§ Exercise:
Nothing in the records below should be altered when they are retyped.

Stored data
----------
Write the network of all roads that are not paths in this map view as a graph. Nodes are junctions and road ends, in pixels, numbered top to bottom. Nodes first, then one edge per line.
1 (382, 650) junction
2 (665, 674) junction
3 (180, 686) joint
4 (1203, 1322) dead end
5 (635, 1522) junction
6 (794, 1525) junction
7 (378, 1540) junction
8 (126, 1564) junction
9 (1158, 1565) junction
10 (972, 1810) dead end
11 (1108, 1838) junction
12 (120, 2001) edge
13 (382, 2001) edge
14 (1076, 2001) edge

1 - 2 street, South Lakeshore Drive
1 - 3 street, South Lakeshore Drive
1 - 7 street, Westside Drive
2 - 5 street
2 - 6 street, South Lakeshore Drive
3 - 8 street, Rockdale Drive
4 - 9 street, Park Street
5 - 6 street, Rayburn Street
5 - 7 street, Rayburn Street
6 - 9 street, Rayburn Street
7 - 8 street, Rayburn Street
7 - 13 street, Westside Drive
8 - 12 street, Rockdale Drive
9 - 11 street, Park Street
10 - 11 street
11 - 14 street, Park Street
----------
§ Result for this task:
Write the network of all roads that are not paths in this map view as a graph. Nodes are junctions and road ends, in pixels, numbered top to bottom. Nodes first, then one edge per line.
1 (382, 650) junction
2 (665, 674) junction
3 (180, 686) joint
4 (1203, 1322) dead end
5 (635, 1522) junction
6 (794, 1525) junction
7 (378, 1540) junction
8 (126, 1564) junction
9 (1158, 1565) junction
10 (972, 1810) dead end
11 (1108, 1838) junction
12 (120, 2001) edge
13 (382, 2001) edge
14 (1076, 2001) edge

1 - 2 street, South Lakeshore Drive
1 - 3 street, South Lakeshore Drive
1 - 7 street, Westside Drive
2 - 5 street
2 - 6 street, South Lakeshore Drive
3 - 8 street, Rockdale Drive
4 - 9 street, Park Street
5 - 6 street, Rayburn Street
5 - 7 street, Rayburn Street
6 - 9 street, Rayburn Street
7 - 8 street, Rayburn Street
7 - 13 street, Westside Drive
8 - 12 street, Rockdale Drive
9 - 11 street, Park Street
10 - 11 street
11 - 14 street, Park Street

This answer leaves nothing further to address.